START Input material

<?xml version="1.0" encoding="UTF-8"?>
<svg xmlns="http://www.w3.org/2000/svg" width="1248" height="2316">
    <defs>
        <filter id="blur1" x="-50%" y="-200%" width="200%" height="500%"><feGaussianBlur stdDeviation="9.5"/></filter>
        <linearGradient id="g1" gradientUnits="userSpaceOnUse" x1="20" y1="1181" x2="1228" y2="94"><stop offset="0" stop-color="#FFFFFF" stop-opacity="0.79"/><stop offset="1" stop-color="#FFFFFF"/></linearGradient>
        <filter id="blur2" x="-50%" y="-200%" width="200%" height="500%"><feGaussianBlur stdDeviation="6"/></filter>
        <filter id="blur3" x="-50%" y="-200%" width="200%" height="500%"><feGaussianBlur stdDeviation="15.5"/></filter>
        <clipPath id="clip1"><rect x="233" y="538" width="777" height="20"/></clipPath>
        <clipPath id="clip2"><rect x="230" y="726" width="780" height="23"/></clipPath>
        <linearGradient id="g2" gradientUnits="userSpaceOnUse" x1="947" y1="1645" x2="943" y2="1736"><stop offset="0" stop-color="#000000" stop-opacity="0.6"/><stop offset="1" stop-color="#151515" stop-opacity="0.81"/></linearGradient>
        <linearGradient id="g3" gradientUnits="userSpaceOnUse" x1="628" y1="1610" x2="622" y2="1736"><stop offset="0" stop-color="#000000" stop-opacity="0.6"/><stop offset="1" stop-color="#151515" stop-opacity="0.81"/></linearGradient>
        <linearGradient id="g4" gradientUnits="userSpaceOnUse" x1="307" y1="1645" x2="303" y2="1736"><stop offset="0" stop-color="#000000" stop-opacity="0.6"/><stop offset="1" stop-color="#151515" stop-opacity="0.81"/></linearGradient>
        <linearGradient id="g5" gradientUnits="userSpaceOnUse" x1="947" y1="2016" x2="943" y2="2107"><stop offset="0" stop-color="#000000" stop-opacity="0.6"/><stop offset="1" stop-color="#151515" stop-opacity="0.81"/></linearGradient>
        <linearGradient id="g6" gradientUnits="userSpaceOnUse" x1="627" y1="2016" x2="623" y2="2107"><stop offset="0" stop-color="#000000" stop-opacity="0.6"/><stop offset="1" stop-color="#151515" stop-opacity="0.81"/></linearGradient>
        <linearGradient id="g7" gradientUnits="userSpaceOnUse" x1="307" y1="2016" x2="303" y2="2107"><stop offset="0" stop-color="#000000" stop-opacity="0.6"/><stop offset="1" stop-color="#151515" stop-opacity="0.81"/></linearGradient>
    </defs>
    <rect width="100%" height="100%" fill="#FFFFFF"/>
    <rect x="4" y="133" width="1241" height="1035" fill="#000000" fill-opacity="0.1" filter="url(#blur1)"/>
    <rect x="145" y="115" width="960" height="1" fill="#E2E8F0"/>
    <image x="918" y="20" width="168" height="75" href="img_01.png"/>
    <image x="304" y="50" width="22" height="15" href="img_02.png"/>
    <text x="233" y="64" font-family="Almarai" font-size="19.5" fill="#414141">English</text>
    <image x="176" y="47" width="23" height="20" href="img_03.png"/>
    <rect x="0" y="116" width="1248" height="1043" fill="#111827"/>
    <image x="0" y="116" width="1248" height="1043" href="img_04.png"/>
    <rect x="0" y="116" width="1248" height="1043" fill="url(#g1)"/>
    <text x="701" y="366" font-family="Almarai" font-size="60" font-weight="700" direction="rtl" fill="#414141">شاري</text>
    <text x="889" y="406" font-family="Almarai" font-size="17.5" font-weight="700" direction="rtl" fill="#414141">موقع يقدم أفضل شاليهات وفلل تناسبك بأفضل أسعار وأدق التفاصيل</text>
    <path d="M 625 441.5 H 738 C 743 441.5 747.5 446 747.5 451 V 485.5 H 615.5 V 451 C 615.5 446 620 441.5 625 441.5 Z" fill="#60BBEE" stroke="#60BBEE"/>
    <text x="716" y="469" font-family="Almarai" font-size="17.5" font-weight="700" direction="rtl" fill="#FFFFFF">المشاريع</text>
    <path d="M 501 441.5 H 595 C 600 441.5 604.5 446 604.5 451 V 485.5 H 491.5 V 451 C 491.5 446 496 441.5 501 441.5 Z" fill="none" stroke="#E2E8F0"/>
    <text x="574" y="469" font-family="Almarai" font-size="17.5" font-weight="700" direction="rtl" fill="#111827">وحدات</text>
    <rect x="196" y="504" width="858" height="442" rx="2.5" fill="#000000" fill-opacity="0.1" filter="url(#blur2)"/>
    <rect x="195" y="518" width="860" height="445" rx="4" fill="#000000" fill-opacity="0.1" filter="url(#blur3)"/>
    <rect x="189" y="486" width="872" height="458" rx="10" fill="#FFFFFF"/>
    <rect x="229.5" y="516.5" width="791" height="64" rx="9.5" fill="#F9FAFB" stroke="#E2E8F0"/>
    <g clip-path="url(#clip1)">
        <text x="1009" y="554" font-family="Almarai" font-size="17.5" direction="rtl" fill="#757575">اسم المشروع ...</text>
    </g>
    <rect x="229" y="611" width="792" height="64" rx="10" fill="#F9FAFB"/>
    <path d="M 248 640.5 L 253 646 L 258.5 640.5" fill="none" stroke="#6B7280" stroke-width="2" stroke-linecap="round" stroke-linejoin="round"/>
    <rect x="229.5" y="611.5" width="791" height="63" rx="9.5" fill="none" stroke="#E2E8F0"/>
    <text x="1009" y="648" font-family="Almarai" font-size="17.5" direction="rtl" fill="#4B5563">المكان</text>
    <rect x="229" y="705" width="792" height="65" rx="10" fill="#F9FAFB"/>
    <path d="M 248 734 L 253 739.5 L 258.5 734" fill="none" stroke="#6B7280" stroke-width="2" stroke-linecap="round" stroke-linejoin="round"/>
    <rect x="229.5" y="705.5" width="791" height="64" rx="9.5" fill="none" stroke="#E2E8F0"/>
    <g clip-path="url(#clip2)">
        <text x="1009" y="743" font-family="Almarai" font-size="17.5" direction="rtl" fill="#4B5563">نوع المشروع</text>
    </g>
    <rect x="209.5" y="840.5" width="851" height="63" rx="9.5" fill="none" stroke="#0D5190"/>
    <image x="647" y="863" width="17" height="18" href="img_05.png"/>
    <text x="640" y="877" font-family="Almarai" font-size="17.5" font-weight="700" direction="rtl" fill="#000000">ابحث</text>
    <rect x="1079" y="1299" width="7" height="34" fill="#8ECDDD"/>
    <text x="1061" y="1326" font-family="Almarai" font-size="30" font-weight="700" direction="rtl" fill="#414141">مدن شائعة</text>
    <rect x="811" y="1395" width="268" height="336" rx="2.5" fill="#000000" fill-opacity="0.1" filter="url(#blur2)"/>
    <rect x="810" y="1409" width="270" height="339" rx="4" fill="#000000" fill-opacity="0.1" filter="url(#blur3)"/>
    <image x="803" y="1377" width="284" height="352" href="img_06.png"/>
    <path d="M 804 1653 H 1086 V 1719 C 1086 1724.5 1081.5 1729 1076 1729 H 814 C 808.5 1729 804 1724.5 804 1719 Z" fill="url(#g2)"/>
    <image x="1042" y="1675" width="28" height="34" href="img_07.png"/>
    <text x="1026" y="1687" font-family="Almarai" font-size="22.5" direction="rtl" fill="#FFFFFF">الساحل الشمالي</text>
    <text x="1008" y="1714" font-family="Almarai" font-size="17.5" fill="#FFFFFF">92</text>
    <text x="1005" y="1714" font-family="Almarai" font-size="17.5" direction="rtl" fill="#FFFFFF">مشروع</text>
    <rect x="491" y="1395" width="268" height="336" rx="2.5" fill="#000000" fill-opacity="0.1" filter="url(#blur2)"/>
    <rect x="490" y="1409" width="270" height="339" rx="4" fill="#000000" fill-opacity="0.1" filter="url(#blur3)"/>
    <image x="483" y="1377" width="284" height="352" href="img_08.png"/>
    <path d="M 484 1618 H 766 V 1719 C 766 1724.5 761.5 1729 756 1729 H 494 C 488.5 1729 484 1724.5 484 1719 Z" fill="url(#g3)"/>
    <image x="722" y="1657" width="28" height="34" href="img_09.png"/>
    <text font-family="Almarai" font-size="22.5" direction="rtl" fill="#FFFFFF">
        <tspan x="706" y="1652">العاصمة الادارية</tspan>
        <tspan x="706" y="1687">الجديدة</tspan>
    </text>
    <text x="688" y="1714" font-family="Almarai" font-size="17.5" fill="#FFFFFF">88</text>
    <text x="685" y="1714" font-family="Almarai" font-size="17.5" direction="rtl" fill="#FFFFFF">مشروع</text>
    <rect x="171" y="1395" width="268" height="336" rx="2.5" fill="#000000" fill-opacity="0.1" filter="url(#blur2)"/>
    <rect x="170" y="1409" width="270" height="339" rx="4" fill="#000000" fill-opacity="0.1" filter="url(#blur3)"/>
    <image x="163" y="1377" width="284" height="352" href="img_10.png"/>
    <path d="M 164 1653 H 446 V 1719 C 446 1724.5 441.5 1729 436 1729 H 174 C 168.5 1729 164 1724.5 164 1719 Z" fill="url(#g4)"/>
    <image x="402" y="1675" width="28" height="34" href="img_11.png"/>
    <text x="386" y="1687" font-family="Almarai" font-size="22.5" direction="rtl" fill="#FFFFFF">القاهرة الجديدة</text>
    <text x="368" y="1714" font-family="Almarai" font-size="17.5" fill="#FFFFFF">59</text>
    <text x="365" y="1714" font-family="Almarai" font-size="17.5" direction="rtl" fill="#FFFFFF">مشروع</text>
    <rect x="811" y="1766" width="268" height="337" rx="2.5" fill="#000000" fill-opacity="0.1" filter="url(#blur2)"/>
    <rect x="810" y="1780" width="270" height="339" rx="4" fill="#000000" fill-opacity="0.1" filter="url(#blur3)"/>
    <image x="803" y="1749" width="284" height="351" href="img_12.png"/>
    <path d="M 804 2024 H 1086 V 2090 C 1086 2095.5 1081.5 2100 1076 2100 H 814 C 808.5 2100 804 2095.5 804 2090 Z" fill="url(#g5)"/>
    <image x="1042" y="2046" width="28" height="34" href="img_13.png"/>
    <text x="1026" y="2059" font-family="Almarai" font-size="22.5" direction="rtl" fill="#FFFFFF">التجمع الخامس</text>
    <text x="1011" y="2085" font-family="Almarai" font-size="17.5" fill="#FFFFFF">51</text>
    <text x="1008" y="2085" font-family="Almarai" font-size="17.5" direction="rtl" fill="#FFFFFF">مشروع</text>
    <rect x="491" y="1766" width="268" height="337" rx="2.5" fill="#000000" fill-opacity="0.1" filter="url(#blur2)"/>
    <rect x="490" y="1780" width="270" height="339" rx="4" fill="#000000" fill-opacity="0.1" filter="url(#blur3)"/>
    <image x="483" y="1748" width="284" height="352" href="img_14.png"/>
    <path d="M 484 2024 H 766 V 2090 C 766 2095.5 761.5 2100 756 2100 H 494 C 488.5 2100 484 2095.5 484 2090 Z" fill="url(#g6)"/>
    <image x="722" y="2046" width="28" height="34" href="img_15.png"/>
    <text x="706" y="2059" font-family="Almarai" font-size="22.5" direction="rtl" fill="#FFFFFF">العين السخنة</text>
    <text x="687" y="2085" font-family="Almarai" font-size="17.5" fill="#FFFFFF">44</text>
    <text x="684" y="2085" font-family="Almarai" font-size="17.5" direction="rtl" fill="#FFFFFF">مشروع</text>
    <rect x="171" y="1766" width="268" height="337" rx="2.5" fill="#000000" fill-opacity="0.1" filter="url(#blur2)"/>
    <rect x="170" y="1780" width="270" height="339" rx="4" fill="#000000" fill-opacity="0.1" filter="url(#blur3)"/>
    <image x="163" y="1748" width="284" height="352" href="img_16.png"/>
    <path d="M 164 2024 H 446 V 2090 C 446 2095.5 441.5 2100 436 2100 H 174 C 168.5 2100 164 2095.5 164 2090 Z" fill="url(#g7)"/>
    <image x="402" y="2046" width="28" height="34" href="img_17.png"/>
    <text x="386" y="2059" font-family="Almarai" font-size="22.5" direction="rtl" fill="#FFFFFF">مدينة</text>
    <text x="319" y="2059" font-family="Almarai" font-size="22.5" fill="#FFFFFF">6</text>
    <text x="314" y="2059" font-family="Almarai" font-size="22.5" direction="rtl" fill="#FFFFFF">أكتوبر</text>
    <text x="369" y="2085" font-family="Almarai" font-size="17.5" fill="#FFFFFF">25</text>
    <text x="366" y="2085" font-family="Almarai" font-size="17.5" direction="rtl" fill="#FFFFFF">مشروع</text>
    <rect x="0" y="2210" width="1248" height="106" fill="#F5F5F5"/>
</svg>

END Input material

■ **Problem description**
Look through the records above for the string "round", then copy every line that has it.

■ **Solution to this exercise**
    <path d="M 248 640.5 L 253 646 L 258.5 640.5" fill="none" stroke="#6B7280" stroke-width="2" stroke-linecap="round" stroke-linejoin="round"/>
    <path d="M 248 734 L 253 739.5 L 258.5 734" fill="none" stroke="#6B7280" stroke-width="2" stroke-linecap="round" stroke-linejoin="round"/>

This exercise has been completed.